Fiji petrel
- Conservation status: Critically Endangered (IUCN 3.1)

Scientific classification
- Kingdom: Animalia
- Phylum: Chordata
- Class: Aves
- Order: Procellariiformes
- Family: Procellariidae
- Genus: Pseudobulweria
- Species: P. macgillivrayi
- Binomial name: Pseudobulweria macgillivrayi (Gray, 1860)
- Synonyms: Pterodroma macgillivrayi;

= Fiji petrel =

- Genus: Pseudobulweria
- Species: macgillivrayi
- Authority: (Gray, 1860)
- Conservation status: CR
- Synonyms: Pterodroma macgillivrayi

Species of bird

The Fiji petrel (Pseudobulweria macgillivrayi), also known as MacGillivray's petrel, is a small, dark gadfly petrel.

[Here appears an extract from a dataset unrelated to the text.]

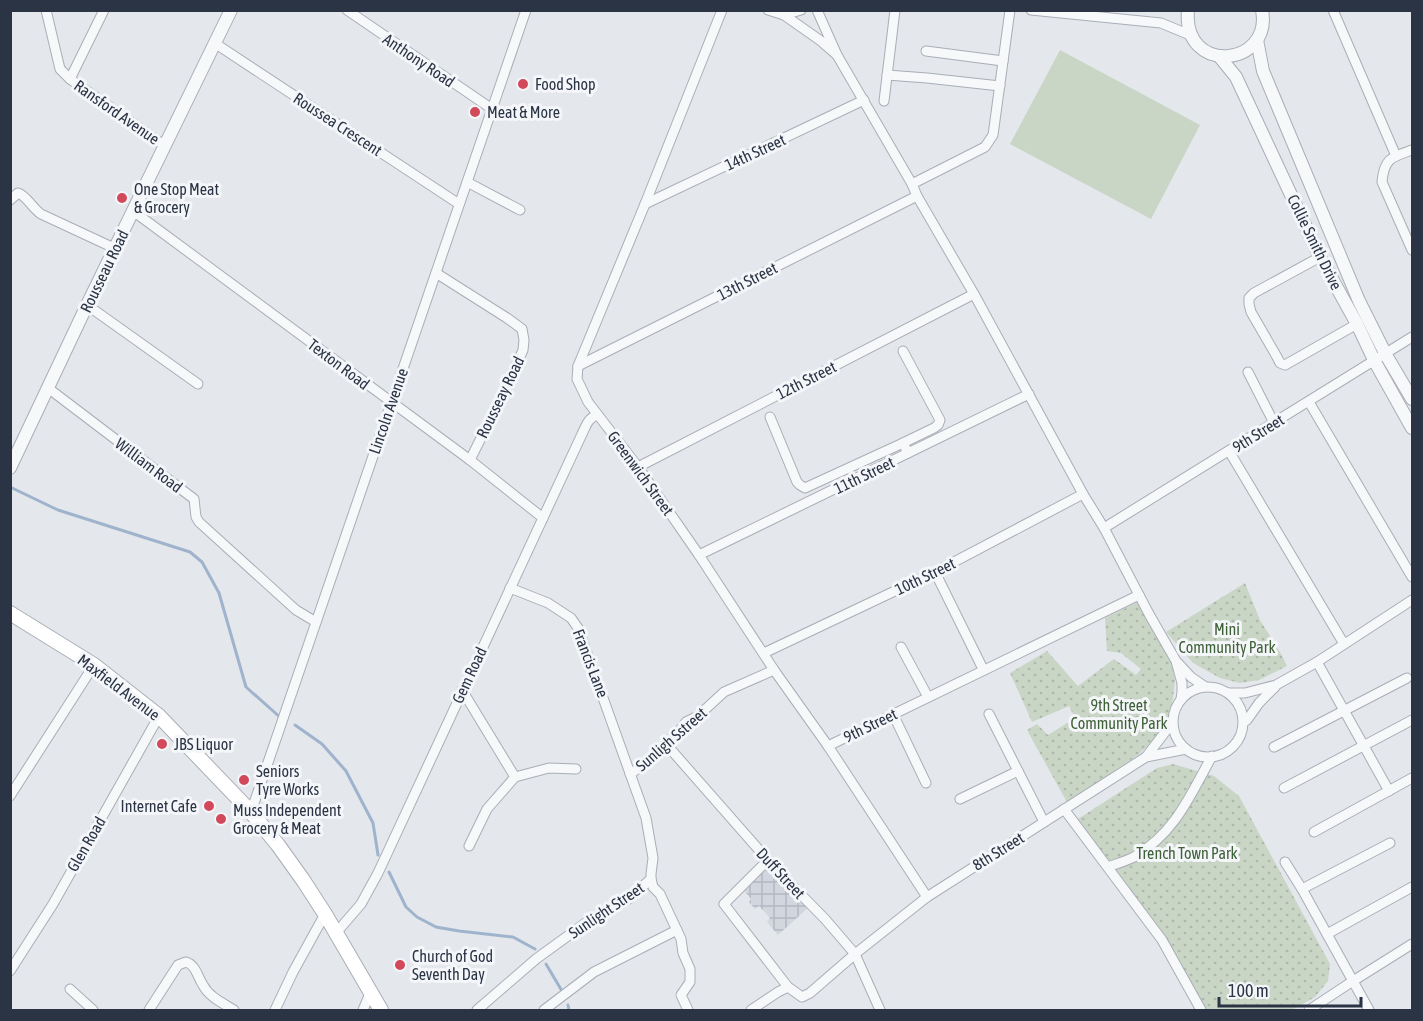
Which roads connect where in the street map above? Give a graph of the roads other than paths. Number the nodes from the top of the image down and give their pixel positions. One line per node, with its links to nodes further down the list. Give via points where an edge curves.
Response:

The Fiji petrel was originally known from one immature specimen found in 1855 on Gau Island, Fiji by naturalist John MacGillivray on board HMS Herald who took the carcass to the British Museum in London. It was rediscovered in 1983, since when there have been a further 21 records, which included the capture and photographing of one adult in April 1984. This species is classified as critically endangered as it is inferred from the number of records that there is only a tiny population of less than 50 confined to a very small breeding area.

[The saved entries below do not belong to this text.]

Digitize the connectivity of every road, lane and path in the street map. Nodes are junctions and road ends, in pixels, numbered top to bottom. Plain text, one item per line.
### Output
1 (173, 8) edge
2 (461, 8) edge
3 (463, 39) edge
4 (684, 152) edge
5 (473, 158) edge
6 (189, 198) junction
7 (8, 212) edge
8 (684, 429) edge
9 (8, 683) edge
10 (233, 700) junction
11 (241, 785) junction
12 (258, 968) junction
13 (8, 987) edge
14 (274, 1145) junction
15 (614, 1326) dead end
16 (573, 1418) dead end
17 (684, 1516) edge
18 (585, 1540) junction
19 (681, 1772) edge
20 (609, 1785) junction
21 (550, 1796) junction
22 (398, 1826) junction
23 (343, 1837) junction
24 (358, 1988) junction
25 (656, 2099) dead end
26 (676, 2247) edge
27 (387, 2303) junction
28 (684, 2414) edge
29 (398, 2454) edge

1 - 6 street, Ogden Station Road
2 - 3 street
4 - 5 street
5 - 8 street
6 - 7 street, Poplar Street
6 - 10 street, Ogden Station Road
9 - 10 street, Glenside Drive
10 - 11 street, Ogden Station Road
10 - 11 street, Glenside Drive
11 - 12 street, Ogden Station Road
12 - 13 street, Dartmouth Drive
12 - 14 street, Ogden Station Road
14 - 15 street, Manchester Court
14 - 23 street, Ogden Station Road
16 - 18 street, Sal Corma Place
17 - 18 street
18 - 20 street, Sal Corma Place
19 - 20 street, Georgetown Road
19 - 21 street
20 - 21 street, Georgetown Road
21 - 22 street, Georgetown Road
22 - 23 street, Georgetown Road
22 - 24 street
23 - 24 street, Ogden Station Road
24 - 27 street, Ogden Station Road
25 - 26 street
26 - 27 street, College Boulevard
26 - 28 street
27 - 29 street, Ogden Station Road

This bird is described as being 30 cm long dark with chocolate-coloured feathers, a dark eye and bill and pale blue foot patches. It may be seen in waters around Gau Island but is believed to disperse to pelagic waters far from the island.

The rarity and significance of this species is known to local residents of Gau and it is featured on a Fijian bank note, as well as featuring in the logo for now-defunct Air Fiji. It is protected under Fijian law. In 1989, research on the ridge around possible nesting areas was terminated since it was felt that such activities, without complementary conservation action, could encourage cats to follow paths into the area.

In August 2007, a recent skin of an injured Fiji petrel, that subsequently died was made available for study in Fiji.

In May 2009, the first photographs of the bird at sea were taken approximately 25 nmi south of Gau Island.